*** Opening of SOURCE DATA ***
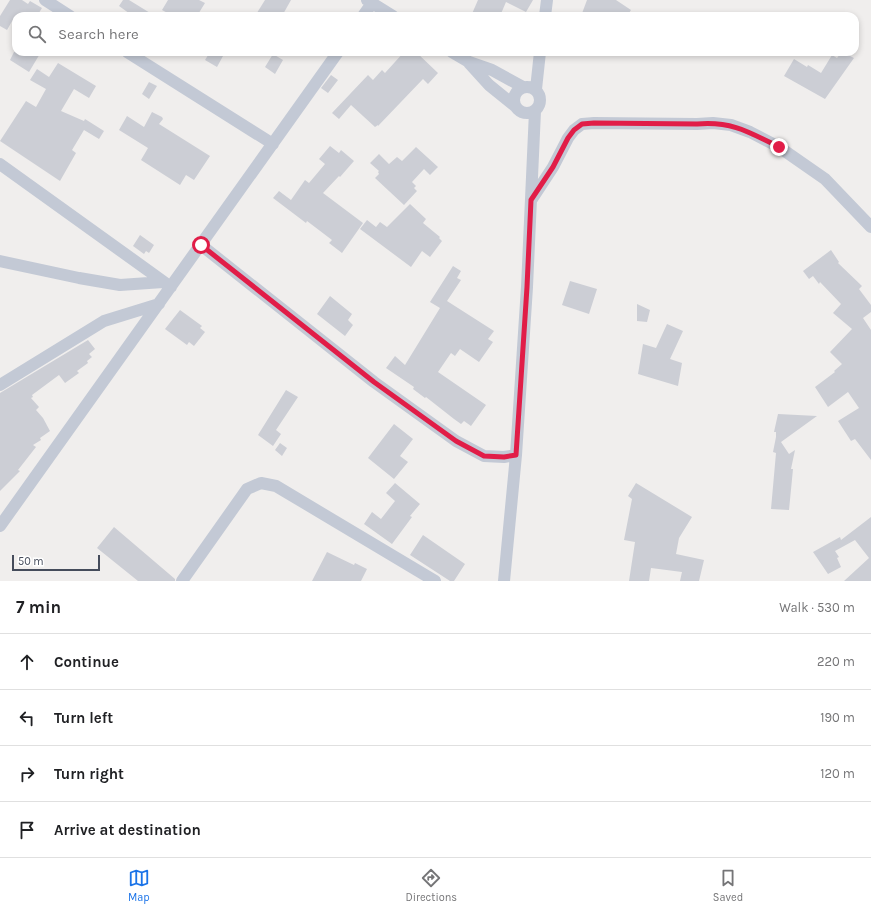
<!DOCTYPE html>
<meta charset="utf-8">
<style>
body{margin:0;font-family:Karla,sans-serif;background:#f2f2f2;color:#202124}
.scale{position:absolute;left:12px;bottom:10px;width:88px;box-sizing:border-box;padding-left:4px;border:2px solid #454c5b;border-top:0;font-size:11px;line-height:14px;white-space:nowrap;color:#454c5b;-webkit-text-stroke:3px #fff;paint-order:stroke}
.stop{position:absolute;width:12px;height:12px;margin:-9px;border:3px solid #e11d48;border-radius:50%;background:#fff}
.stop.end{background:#e11d48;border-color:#fff;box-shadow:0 1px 4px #0008}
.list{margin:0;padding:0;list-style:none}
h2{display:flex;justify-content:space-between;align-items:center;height:52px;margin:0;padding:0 16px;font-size:17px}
h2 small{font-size:13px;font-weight:400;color:#757577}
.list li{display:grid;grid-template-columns:26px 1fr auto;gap:12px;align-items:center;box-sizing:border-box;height:56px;padding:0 16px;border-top:1px solid #e0e0e0}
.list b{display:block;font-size:15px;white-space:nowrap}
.list em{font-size:13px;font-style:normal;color:#757577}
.icon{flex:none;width:22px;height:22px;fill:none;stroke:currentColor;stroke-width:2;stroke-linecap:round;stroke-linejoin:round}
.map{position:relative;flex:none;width:871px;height:581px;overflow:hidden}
.search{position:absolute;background:#fff;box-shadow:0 2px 6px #0003;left:12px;right:12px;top:12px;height:44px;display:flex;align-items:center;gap:10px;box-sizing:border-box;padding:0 14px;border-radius:12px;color:#757577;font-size:15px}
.sheet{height:276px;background:#fff}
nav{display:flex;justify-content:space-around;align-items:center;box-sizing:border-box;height:56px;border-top:1px solid #e0e0e0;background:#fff;font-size:11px;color:#757577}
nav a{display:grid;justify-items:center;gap:2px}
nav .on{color:#1a73e8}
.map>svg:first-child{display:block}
.building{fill:#ccced5}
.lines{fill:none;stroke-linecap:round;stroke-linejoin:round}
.minor{stroke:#c3c9d5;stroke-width:12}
.route{stroke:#e11d48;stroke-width:5}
</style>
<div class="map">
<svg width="871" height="581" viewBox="0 0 871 581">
<rect width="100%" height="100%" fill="#f0eeed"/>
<path class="building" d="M 10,0 L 22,0 L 28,4 L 30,1 L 42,8 L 37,16 L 15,16 L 7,30 L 0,26 L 0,16 Z
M 123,0 L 129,0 L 155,16 L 133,16 L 119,6 Z
M 168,0 L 199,0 L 205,3 L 197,16 L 173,16 L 162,10 Z
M 265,0 L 291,0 L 282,16 L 255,16 Z
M 478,0 L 533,0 L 526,12 L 506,2 L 500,16 L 471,16 Z
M 587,0 L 616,0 L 631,10 L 627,16 L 581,16 Z
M 14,52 L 41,52 L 29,72 L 10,60 Z
M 210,52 L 216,52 L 223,56 L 217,67 L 205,60 Z
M 404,52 L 416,52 L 438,73 L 428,84 L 423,79 L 378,126 L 378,125 L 375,127 L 351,105 L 339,119 L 332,113 L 368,75 L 373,80 L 382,70 L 385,73 Z
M 844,53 L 854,58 L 825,99 L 784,76 L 794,59 L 807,67 L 808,65 L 821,73 L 832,55 L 837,58 L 840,54 L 843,56 Z
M 273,54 L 283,60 L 275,74 L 265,67 Z
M 58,63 L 96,86 L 89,98 L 74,89 L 61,111 L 84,121 L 85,119 L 104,131 L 99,139 L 84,130 L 72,150 L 76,153 L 60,181 L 0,141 L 26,101 L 36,107 L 46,89 L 30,80 L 37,69 L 49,77 Z
M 331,75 L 338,80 L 328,93 L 321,88 Z
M 149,82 L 157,86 L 149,99 L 142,94 Z
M 152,112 L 162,117 L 163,119 L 159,124 L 210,156 L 194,180 L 186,175 L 180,185 L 141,160 L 148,148 L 119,130 L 127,116 L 144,127 Z
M 330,146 L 339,153 L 341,150 L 354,161 L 340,177 L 339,176 L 323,193 L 363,223 L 342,253 L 329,243 L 332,240 L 307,221 L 306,223 L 273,198 L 279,191 L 291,200 L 305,180 L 309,183 L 325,164 L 319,159 Z
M 416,147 L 438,167 L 430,175 L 424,169 L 412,182 L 416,186 L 414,188 L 417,191 L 404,205 L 375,178 L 379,174 L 378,172 L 379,171 L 370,163 L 379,154 L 389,164 L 397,157 L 402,161 Z
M 410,204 L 426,219 L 423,223 L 440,237 L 439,238 L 442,241 L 430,257 L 422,251 L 411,267 L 360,229 L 367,220 L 376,227 L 380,222 L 387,227 Z
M 140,235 L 154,245 L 149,253 L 146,251 L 144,254 L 133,246 Z
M 831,250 L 839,262 L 838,263 L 862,286 L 859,289 L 871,305 L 871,312 L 863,318 L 871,330 L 871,460 L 855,439 L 851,441 L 838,421 L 859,408 L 848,392 L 828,407 L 815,387 L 835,372 L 834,371 L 842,364 L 830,352 L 852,329 L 833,313 L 841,304 L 820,282 L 819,284 L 813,276 L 809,279 L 803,271 Z
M 453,266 L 461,271 L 457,278 L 461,280 L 447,301 L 494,331 L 488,339 L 493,342 L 479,362 L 460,349 L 455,356 L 451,353 L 438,372 L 486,405 L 471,426 L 464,421 L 461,424 L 454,419 L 426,397 L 425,398 L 413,389 L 414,387 L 386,368 L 395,356 L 405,365 L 440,308 L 430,302 Z
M 570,281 L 597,289 L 589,314 L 562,305 Z
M 330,296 L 352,314 L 348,320 L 353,325 L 345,336 L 317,314 Z
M 637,304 L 650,310 L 647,322 L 637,321 Z
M 180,310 L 202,326 L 200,328 L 205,332 L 194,346 L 189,342 L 187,345 L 165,329 Z
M 667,324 L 683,331 L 670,359 L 682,363 L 678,386 L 638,374 L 643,344 L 656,348 Z
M 88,340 L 95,349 L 89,354 L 92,357 L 87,361 L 88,363 L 77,371 L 79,373 L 65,383 L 59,375 L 32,395 L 33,397 L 31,398 L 39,407 L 36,410 L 43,418 L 50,431 L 40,438 L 41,440 L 33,445 L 36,447 L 18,470 L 20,471 L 0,491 L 0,393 Z
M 286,390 L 298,397 L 276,430 L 281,434 L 273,446 L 258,435 Z
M 778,414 L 817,416 L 781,442 L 789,454 L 795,450 L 791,469 L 793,469 L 789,510 L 771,509 L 776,453 L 773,452 L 776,437 L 776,432 L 774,432 Z
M 394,424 L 413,439 L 400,456 L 408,462 L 394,479 L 368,458 Z
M 280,443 L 287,448 L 282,456 L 275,450 Z
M 395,483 L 420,504 L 410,516 L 412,517 L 392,544 L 364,524 L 372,512 L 381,519 L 395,501 L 386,493 Z
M 636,483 L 692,517 L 679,538 L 676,554 L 704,560 L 699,581 L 680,581 L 682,572 L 651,568 L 649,581 L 629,581 L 635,542 L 624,540 L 632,499 L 628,496 Z
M 871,517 L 871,581 L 844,581 L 869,558 L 855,540 L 835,551 L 839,557 L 837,558 L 841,567 L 828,574 L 813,552 L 840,537 L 841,540 Z
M 114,527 L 175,579 L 175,581 L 138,581 L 97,548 Z
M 423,535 L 465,564 L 454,581 L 450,581 L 410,555 Z
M 327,552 L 354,565 L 355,563 L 367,569 L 361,581 L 312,581 Z"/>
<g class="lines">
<path class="minor" d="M 45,0 L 70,16
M 367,0 L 393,16
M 363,16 L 372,3
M 545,16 L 547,0
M 127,52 L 273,144
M 452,52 L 469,62 L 492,70 L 523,87
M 469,63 L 489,85 L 515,106
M514 100a13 13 0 1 1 26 0a13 13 0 1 1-26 0Z
M 536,89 L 540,52
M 0,164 L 171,287
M 532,199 L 553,167 L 568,138 L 574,130 L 582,124 L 594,123 L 697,124 L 713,123 L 731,125 L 750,132 L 779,147 L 825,179 L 871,227
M 201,245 L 374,382 L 456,441 L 484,456 L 504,457 L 516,455
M 0,261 L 79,278 L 120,285 L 163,282
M 0,385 L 104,321 L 159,304
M 0,526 L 338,52
M 182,581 L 247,489 L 261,483 L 276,486 L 435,581
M 504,581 L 516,455 L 527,287 L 535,111"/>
</g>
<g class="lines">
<path class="route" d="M 201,245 L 374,382 L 456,441 L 484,456 L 504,457 L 516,455 L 527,287 L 531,200 L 553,167 L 568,138 L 574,130 L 582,124 L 594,123 L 697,124 C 732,121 749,132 779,147"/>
</g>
</svg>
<div class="scale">50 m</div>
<div class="stop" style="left:201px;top:245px"></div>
<div class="stop end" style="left:779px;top:147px"></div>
<div class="search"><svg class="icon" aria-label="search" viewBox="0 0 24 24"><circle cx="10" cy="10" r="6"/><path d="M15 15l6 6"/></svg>Search here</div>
</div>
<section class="sheet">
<h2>7 min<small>Walk · 530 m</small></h2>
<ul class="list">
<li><svg class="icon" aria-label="ahead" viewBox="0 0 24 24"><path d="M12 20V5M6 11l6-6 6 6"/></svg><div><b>Continue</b></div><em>220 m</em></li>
<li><svg class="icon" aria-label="left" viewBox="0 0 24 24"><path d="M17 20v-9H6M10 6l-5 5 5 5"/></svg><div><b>Turn left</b></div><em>190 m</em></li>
<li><svg class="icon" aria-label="right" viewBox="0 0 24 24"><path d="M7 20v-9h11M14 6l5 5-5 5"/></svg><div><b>Turn right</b></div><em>120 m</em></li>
<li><svg class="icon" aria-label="arrive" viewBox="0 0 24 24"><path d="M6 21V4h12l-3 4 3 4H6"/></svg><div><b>Arrive at destination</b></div></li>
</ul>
</section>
<nav>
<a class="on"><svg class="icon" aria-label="map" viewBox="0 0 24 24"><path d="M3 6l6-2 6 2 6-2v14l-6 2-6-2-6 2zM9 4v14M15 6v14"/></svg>Map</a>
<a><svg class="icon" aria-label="directions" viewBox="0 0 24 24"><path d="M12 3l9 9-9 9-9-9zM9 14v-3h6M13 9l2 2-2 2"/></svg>Directions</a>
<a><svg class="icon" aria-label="saved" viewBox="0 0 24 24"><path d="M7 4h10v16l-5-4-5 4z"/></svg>Saved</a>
</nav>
*** Close of SOURCE DATA ***
EXERCISE AIM » In the data above, find each line that uses the string "nowrap". Copy it.

PROBLEM SOLUTION »
.scale{position:absolute;left:12px;bottom:10px;width:88px;box-sizing:border-box;padding-left:4px;border:2px solid #454c5b;border-top:0;font-size:11px;line-height:14px;white-space:nowrap;color:#454c5b;-webkit-text-stroke:3px #fff;paint-order:stroke}
.list b{display:block;font-size:15px;white-space:nowrap}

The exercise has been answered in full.